Interuniversity Institute of Bioinformatics in Brussels, Université Libre de Bruxelles - Vrije Universiteit Brussel, Brussels, Belgium.
Machine Learning Group, Université Libre de Bruxelles, Brussels, Belgium.
BMC Bioinformatics. 2023 Aug 29;24(1):324. doi: 10.1186/s12859-023-05451-5.
Understanding the impact of gene interactions on disease phenotypes is increasingly recognised as a crucial aspect of genetic disease research. This trend is reflected by the growing amount of clinical research on oligogenic diseases, where disease manifestations are influenced by combinations of variants on a few specific genes.

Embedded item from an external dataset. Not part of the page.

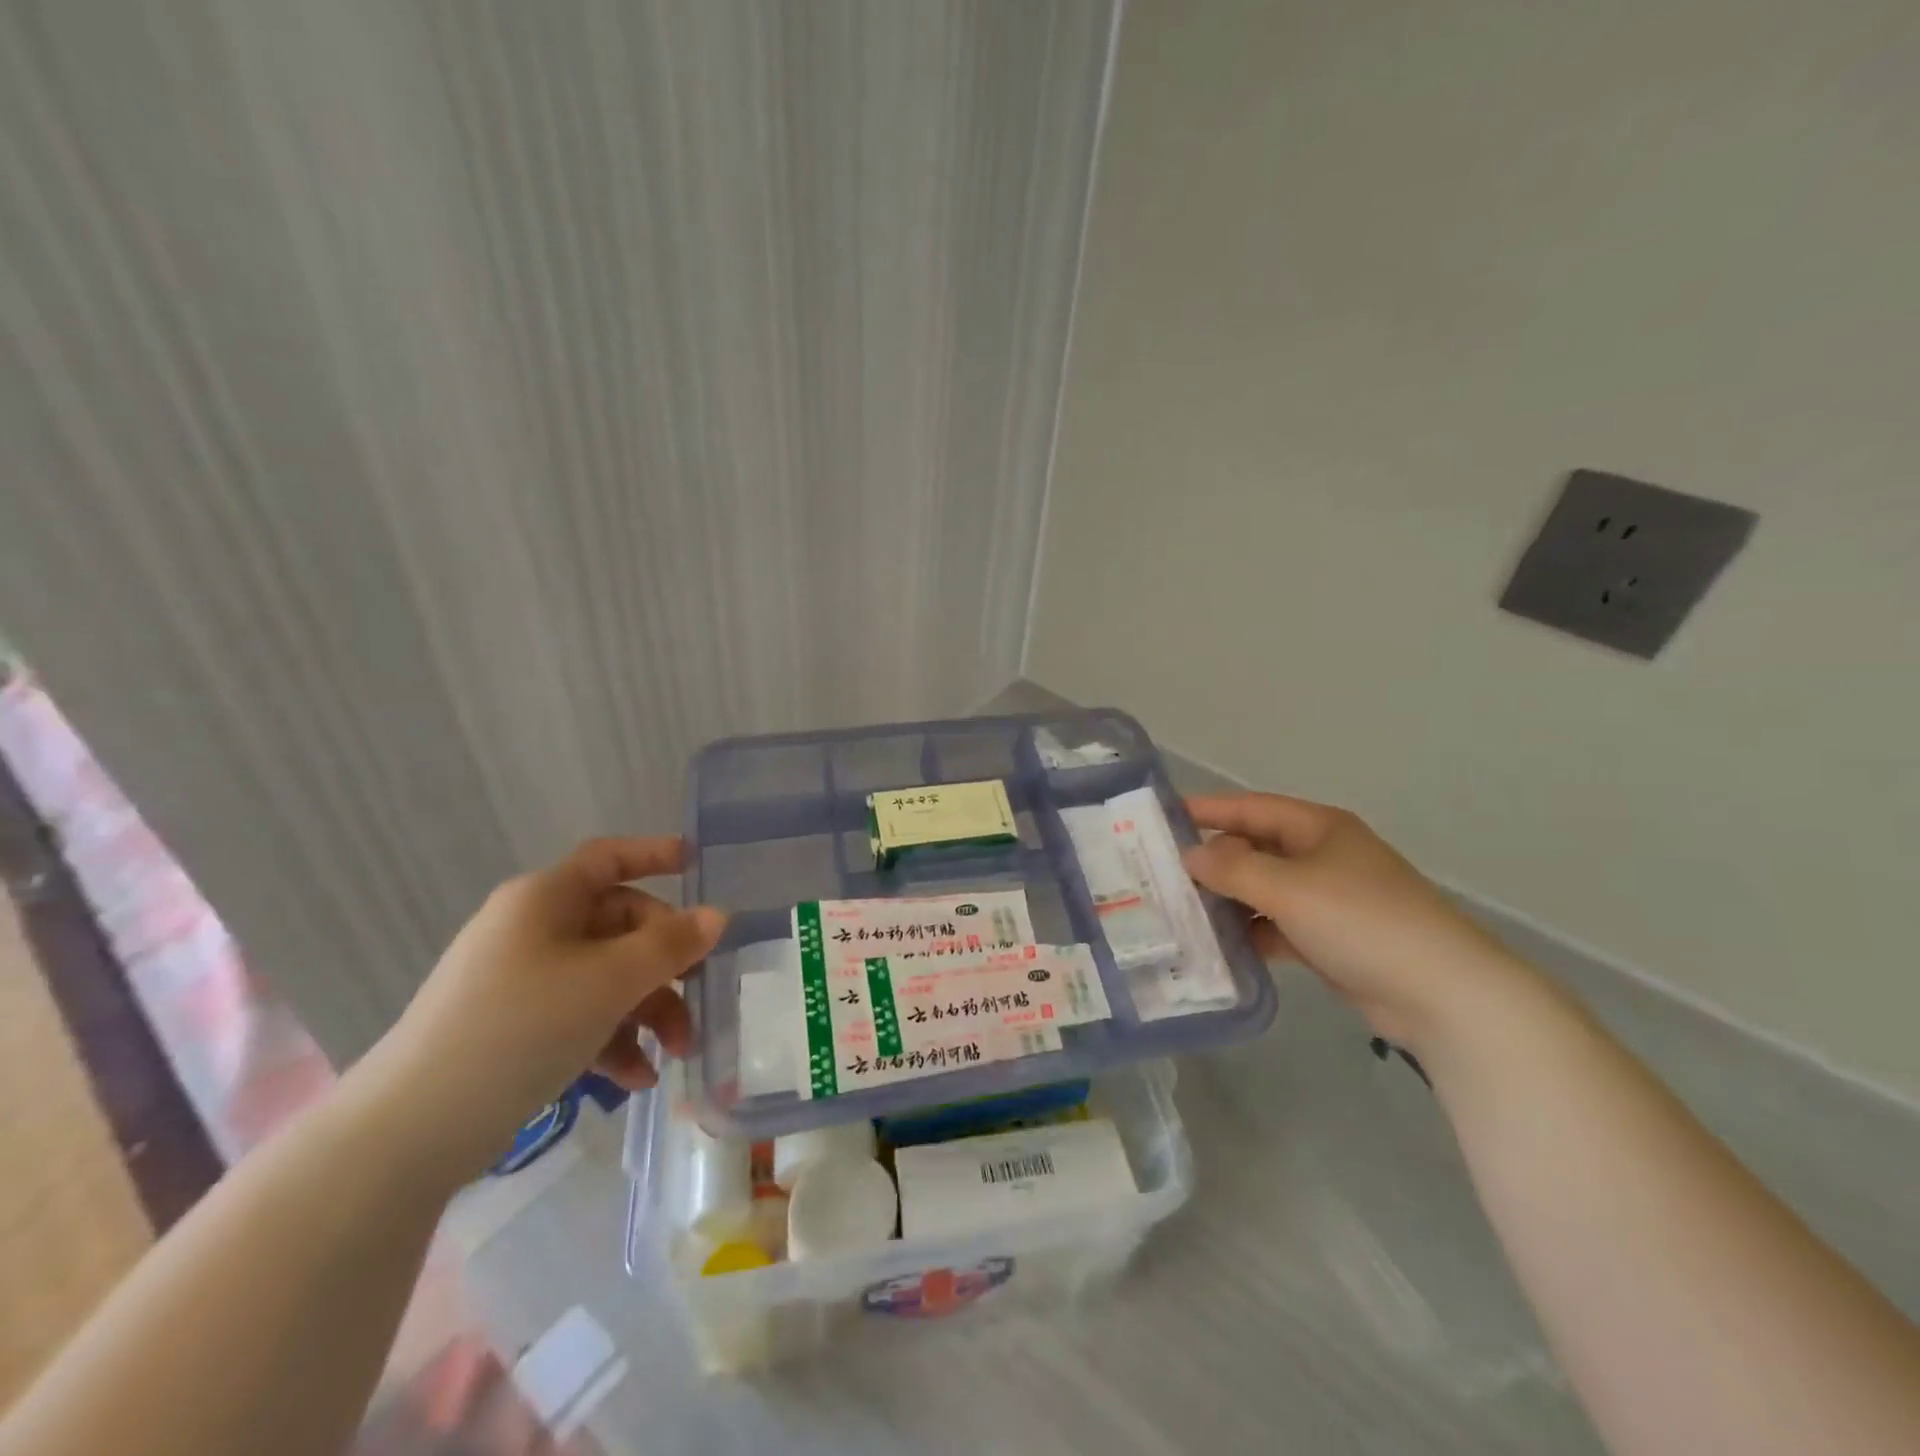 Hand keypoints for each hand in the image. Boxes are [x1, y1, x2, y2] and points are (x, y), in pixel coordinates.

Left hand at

Although statistical machine-learning methods have been developed to identify relevant genetic variant or gene combinations associated with oligogenic diseases, they rely on abstract features and black-box models, posing challenges to interpretability for medical experts and impeding their ability to comprehend and validate predictions. In this work, we present a novel, interpretable predictive approach based on a knowledge graph that not only provides accurate predictions of disease-causing gene interactions but also offers explanations for these results.
We introduce BOCK, a knowledge graph constructed to explore disease-causing genetic interactions, integrating curated information on oligogenic diseases from clinical cases with relevant biomedical networks and ontologies. Using this graph, we developed a novel predictive framework based on heterogenous paths connecting gene pairs. This method trains an interpretable decision set model that not only accurately predicts pathogenic gene interactions, but also unveils the patterns associated with these diseases. A unique aspect of our approach is its ability to offer, along with each positive prediction, explanations in the form of subgraphs, revealing the specific entities and relationships that led to each pathogenic prediction.
Our method, built with interpretability in mind, leverages heterogenous path information in knowledge graphs to predict pathogenic gene interactions and generate meaningful explanations. This not only broadens our understanding of the molecular mechanisms underlying oligogenic diseases, but also presents a novel application of knowledge graphs in creating more transparent and insightful predictors for genetic research.
越来越多的人认识到,了解基因相互作用对疾病表型的影响是遗传疾病研究的一个关键方面。这种趋势反映在越来越多的关于寡基因疾病的临床研究中,疾病表现受少数特定基因上的变异组合影响。尽管已经开发了统计机器学习方法来识别与寡基因疾病相关的相关遗传变异或基因组合,但它们依赖于抽象特征和黑盒模型,这对医学专家的可解释性提出了挑战,并阻碍了他们理解和验证预测的能力。在这项工作中,我们提出了一种新颖的、基于知识图的可解释预测方法,该方法不仅提供了对致病基因相互作用的准确预测,还为这些结果提供了解释。
我们引入了 BOCK,这是一个用于探索致病遗传相互作用的知识图,它整合了来自临床病例的寡基因疾病的精心整理信息,以及相关的生物医学网络和本体。我们使用这个图,开发了一种基于连接基因对的异构路径的新预测框架。该方法训练了一个可解释的决策集模型,不仅可以准确预测致病基因相互作用,还可以揭示与这些疾病相关的模式。我们方法的一个独特方面是,它不仅能够提供阳性预测,还能够以子图的形式提供解释,揭示导致每个致病预测的特定实体和关系。
我们的方法考虑到了可解释性,利用知识图中的异构路径信息来预测致病基因相互作用,并生成有意义的解释。这不仅拓宽了我们对寡基因疾病的分子机制的理解,而且为知识图在为遗传研究创建更透明和有见地的预测器方面提供了新的应用。